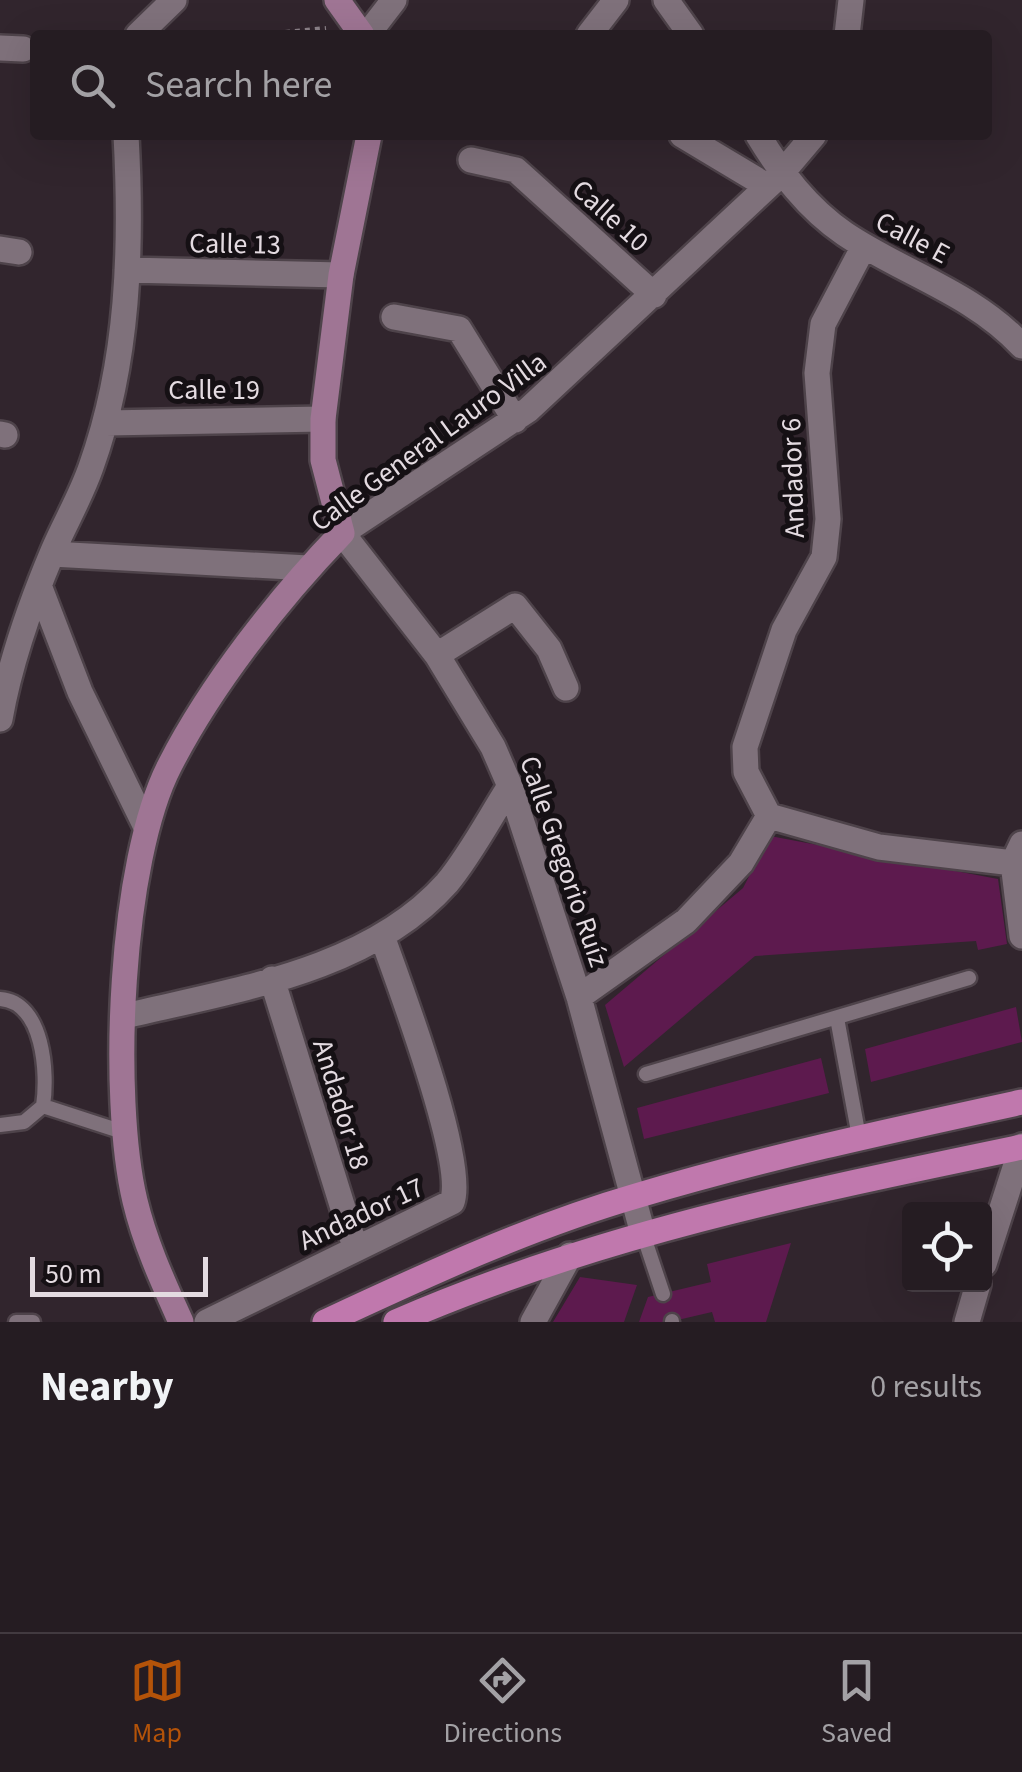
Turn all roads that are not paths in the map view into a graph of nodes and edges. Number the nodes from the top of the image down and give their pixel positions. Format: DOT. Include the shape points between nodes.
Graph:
graph roads {
  1 [pos="174,0"];
  2 [pos="337,0"];
  3 [pos="394,0"];
  4 [pos="616,0"];
  5 [pos="666,0"];
  6 [pos="851,0"];
  7 [pos="143,30"];
  8 [pos="360,30"];
  9 [pos="364,30"];
  10 [pos="592,30"];
  11 [pos="687,30"];
  12 [pos="847,30"];
  13 [pos="126,140"];
  14 [pos="368,140"];
  15 [pos="692,140"];
  16 [pos="760,140"];
  17 [pos="810,140"];
  18 [pos="472,160"];
  19 [pos="774,180"];
  20 [pos="864,246"];
  21 [pos="127,270"];
  22 [pos="341,275"];
  23 [pos="654,294"];
  24 [pos="394,317"];
  25 [pos="1022,346"];
  26 [pos="324,419"];
  27 [pos="514,420"];
  28 [pos="106,423"];
  29 [pos="342,533"];
  30 [pos="52,554"];
  31 [pos="308,568"];
  32 [pos="40,588"];
  33 [pos="437,655"];
  34 [pos="566,688"];
  35 [pos="0,718"];
  36 [pos="510,786"];
  37 [pos="768,816"];
  38 [pos="146,827"];
  39 [pos="1017,854"];
  40 [pos="382,936"];
  41 [pos="1022,936"];
  42 [pos="969,978"];
  43 [pos="272,979"];
  44 [pos="579,997"];
  45 [pos="0,999"];
  46 [pos="125,1016"];
  47 [pos="836,1018"];
  48 [pos="646,1074"];
  49 [pos="1022,1102"];
  50 [pos="43,1106"];
  51 [pos="0,1125"];
  52 [pos="126,1133"];
  53 [pos="859,1137"];
  54 [pos="1021,1147"];
  55 [pos="633,1196"];
  56 [pos="643,1234"];
  57 [pos="992,1239"];
  58 [pos="355,1247"];
  59 [pos="570,1255"];
  60 [pos="976,1292"];
  61 [pos="663,1294"];
  62 [pos="16,1322"];
  63 [pos="33,1322"];
  64 [pos="181,1322"];
  65 [pos="208,1322"];
  66 [pos="325,1322"];
  67 [pos="396,1322"];
  68 [pos="533,1322"];
  69 [pos="967,1322"];
  1 -- 7 [label="street"];
  2 -- 8 [label="street"];
  3 -- 9 [label="street"];
  4 -- 10 [label="street"];
  5 -- 11 [label="street"];
  6 -- 12 [label="street"];
  13 -- 21 [label="street"];
  14 -- 22 [label="street, Calle Gregorio Ruíz"];
  15 -- 19 [label="street"];
  16 -- 19 [label="street"];
  17 -- 19 [label="street, Calle General Lauro Villa"];
  18 -- 23 [label="street, Calle 10" via="516,170"];
  19 -- 20 [label="street, Calle E"];
  19 -- 23 [label="street, Calle General Lauro Villa"];
  20 -- 25 [label="street, Calle E" via="975,306"];
  20 -- 37 [label="street, Andador 6" via="824,324 819,356 824,556 784,630 745,747 746,772"];
  21 -- 22 [label="street, Calle 13"];
  21 -- 28 [label="street"];
  22 -- 26 [label="street, Calle Gregorio Ruíz"];
  23 -- 27 [label="street, Calle General Lauro Villa"];
  24 -- 27 [label="street" via="459,329"];
  26 -- 28 [label="street, Calle 19"];
  26 -- 29 [label="street, Calle Gregorio Ruíz" via="326,476"];
  27 -- 29 [label="street, Calle General Lauro Villa"];
  28 -- 30 [label="street"];
  29 -- 31 [label="street, Calle General Lauro Villa"];
  29 -- 33 [label="street, Calle Gregorio Ruíz"];
  30 -- 31 [label="street"];
  30 -- 32 [label="street"];
  31 -- 38 [label="street, Calle General Lauro Villa" via="206,705 168,768"];
  32 -- 35 [label="street"];
  32 -- 38 [label="street" via="80,692"];
  33 -- 34 [label="street" via="515,606 549,649"];
  33 -- 36 [label="street, Calle Gregorio Ruíz"];
  36 -- 40 [label="street" via="448,881"];
  36 -- 44 [label="street, Calle Gregorio Ruíz"];
  37 -- 39 [label="street" via="879,847"];
  37 -- 44 [label="street" via="709,900"];
  38 -- 46 [label="street, Calle General Lauro Villa"];
  39 -- 41 [label="street"];
  40 -- 43 [label="street"];
  40 -- 58 [label="street, Andador 17" via="458,1189 443,1208"];
  42 -- 47 [label="lane"];
  43 -- 46 [label="street"];
  43 -- 58 [label="street, Andador 18"];
  44 -- 55 [label="street, Calle Gregorio Ruíz"];
  45 -- 50 [label="lane" via="29,1017 44,1060"];
  46 -- 52 [label="street, Calle General Lauro Villa"];
  47 -- 48 [label="lane"];
  47 -- 53 [label="lane"];
  49 -- 53 [label="main road"];
  50 -- 51 [label="lane" via="24,1122"];
  50 -- 52 [label="lane"];
  52 -- 64 [label="street, Calle General Lauro Villa" via="149,1250"];
  53 -- 55 [label="main road"];
  54 -- 56 [label="main road"];
  54 -- 57 [label="street"];
  55 -- 56 [label="street, Calle Gregorio Ruíz"];
  55 -- 66 [label="main road" via="480,1253"];
  56 -- 59 [label="main road"];
  56 -- 61 [label="lane"];
  58 -- 65 [label="street, Andador 17"];
  59 -- 67 [label="main road"];
  59 -- 68 [label="street"];
  60 -- 69 [label="street"];
  62 -- 63 [label="lane"];
}
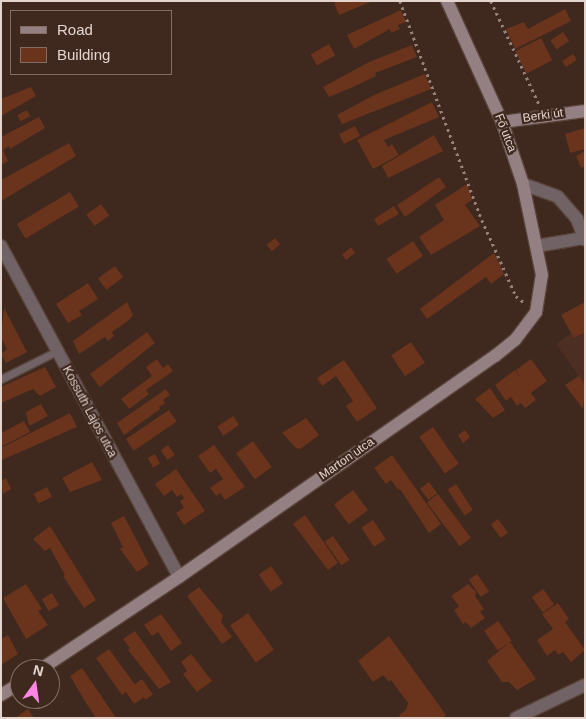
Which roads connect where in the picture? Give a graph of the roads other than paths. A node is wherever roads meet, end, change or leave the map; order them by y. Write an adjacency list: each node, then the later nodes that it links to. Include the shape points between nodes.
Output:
1 (447, 1): 3 (street, Fő utca)
2 (585, 111): 3 (street, Berki út)
3 (502, 122): 4 (street, Fő utca)
4 (523, 184): 5 (street, via 558,197 578,219); 7 (street, Marton utca)
5 (584, 239): 7 (street)
6 (1, 246): 8 (street, Kossuth Lajos utca)
7 (537, 246): 10 (street, Marton utca, via 542,275 536,312 515,340)
8 (57, 351): 9 (lane); 10 (street, Kossuth Lajos utca)
9 (1, 378)
10 (179, 577): 11 (street, Marton utca)
11 (56, 659)
12 (585, 685): 13 (street)
13 (516, 718)

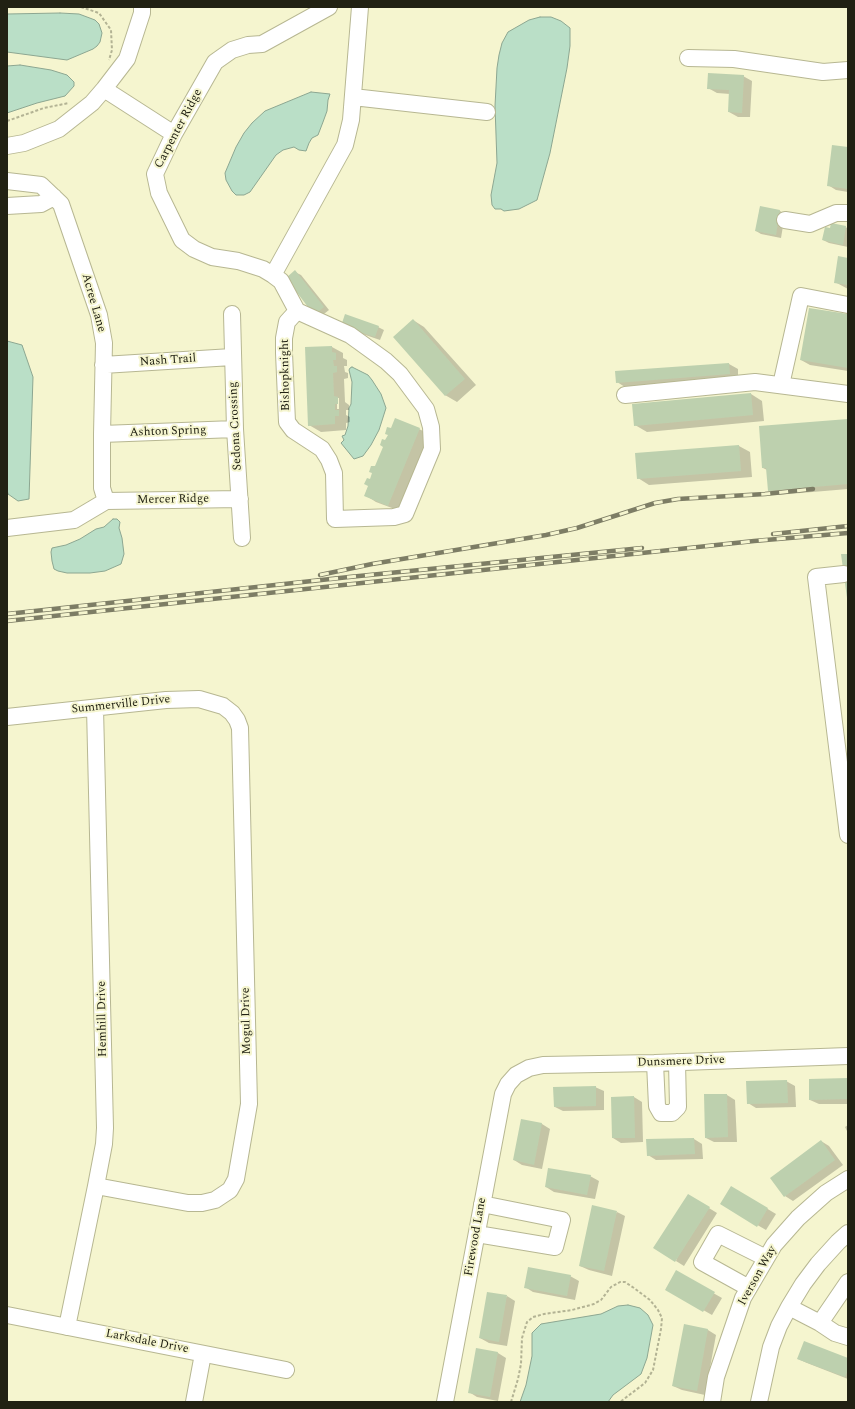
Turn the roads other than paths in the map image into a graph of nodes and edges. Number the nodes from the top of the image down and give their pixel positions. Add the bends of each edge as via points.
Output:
1 (142, 7) edge
2 (329, 7) edge
3 (360, 7) edge
4 (688, 58) dead end
5 (848, 70) edge
6 (104, 90) junction
7 (353, 97) junction
8 (487, 112) dead end
9 (174, 134) junction
10 (7, 146) edge
11 (7, 180) edge
12 (54, 197) junction
13 (7, 206) edge
14 (848, 213) edge
15 (785, 220) dead end
16 (273, 275) junction
17 (848, 305) edge
18 (298, 311) junction
19 (232, 314) dead end
20 (232, 357) junction
21 (103, 365) junction
22 (781, 385) junction
23 (848, 394) edge
24 (624, 395) dead end
25 (235, 429) junction
26 (102, 434) junction
27 (240, 499) junction
28 (106, 501) junction
29 (7, 528) edge
30 (242, 538) dead end
31 (844, 574) dead end
32 (95, 708) junction
33 (232, 712) joint
34 (7, 717) edge
35 (848, 835) edge
36 (848, 1056) edge
37 (677, 1062) junction
38 (655, 1063) junction
39 (516, 1075) joint
40 (848, 1179) edge
41 (96, 1186) junction
42 (482, 1204) junction
43 (848, 1233) edge
44 (477, 1234) junction
45 (766, 1258) junction
46 (848, 1282) edge
47 (749, 1288) junction
48 (789, 1307) junction
49 (7, 1315) edge
50 (820, 1323) junction
51 (67, 1327) junction
52 (848, 1336) edge
53 (203, 1354) junction
54 (286, 1370) dead end
55 (194, 1402) edge
56 (445, 1402) edge
57 (712, 1402) edge
58 (759, 1402) edge

1 - 6 street via 127,60
2 - 9 street, Carpenter Ridge via 262,44 232,50 215,62
3 - 7 street
4 - 5 street via 734,59 823,72
6 - 9 street
6 - 10 street via 59,129 24,143
7 - 8 street
7 - 16 street via 345,145
9 - 16 street, Carpenter Ridge via 155,174 159,193 182,240 212,257 238,261
11 - 12 street, Acree Lane via 42,185
12 - 13 street via 41,204
12 - 21 street, Acree Lane via 61,204 99,315 104,344
14 - 15 street via 836,213 810,224
16 - 18 street, Carpenter Ridge via 281,281
17 - 22 street via 801,296
18 - 18 street, Bishopknight via 287,322 284,338 287,422 293,430 322,449 330,460 334,473 335,519 394,517 405,514 432,448 431,427 426,409 400,374 386,361 350,335
19 - 20 street, Sedona Crossing
20 - 21 street, Nash Trail
20 - 25 street, Sedona Crossing
21 - 26 street, Acree Lane
22 - 23 street
22 - 24 street via 755,382
25 - 26 street, Ashton Spring
25 - 27 street, Sedona Crossing
26 - 28 street, Acree Lane via 102,488
27 - 28 street, Mercer Ridge
27 - 30 street, Sedona Crossing
28 - 29 street via 74,520
31 - 35 street via 816,577
32 - 33 street, Summerville Drive via 199,699 223,706
32 - 34 street, Summerville Drive
32 - 41 street, Hemhill Drive via 105,1128
33 - 41 street, Mogul Drive via 240,728 249,1104 236,1179 230,1190 215,1200 202,1203 188,1203
36 - 37 street, Dunsmere Drive
37 - 38 street, Dunsmere Drive
37 - 38 street via 678,1107 672,1113 661,1113 657,1106
38 - 39 street, Dunsmere Drive via 544,1065 529,1068
39 - 42 street, Firewood Lane via 503,1094
40 - 45 street, Iverson Way via 826,1193 798,1218
41 - 51 street, Hemhill Drive
42 - 44 street, Firewood Lane
42 - 44 street via 562,1220 555,1247
43 - 48 street via 818,1264
44 - 56 street, Firewood Lane
45 - 47 street, Iverson Way
45 - 47 street via 718,1234 702,1262
46 - 50 street
47 - 57 street, Iverson Way via 743,1298 716,1377
48 - 50 street
48 - 58 street via 778,1326 771,1347
49 - 51 street, Larksdale Drive
50 - 52 street via 835,1333
51 - 53 street, Larksdale Drive
53 - 54 street, Larksdale Drive
53 - 55 street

::::::::::

• [WHAT THIS TASK INVOLVES]:
The expected answer is every line above in which the word "Firewood" appears.

• [ANSWER FOR THIS EXERCISE]:
39 - 42 street, Firewood Lane via 503,1094
42 - 44 street, Firewood Lane
44 - 56 street, Firewood Lane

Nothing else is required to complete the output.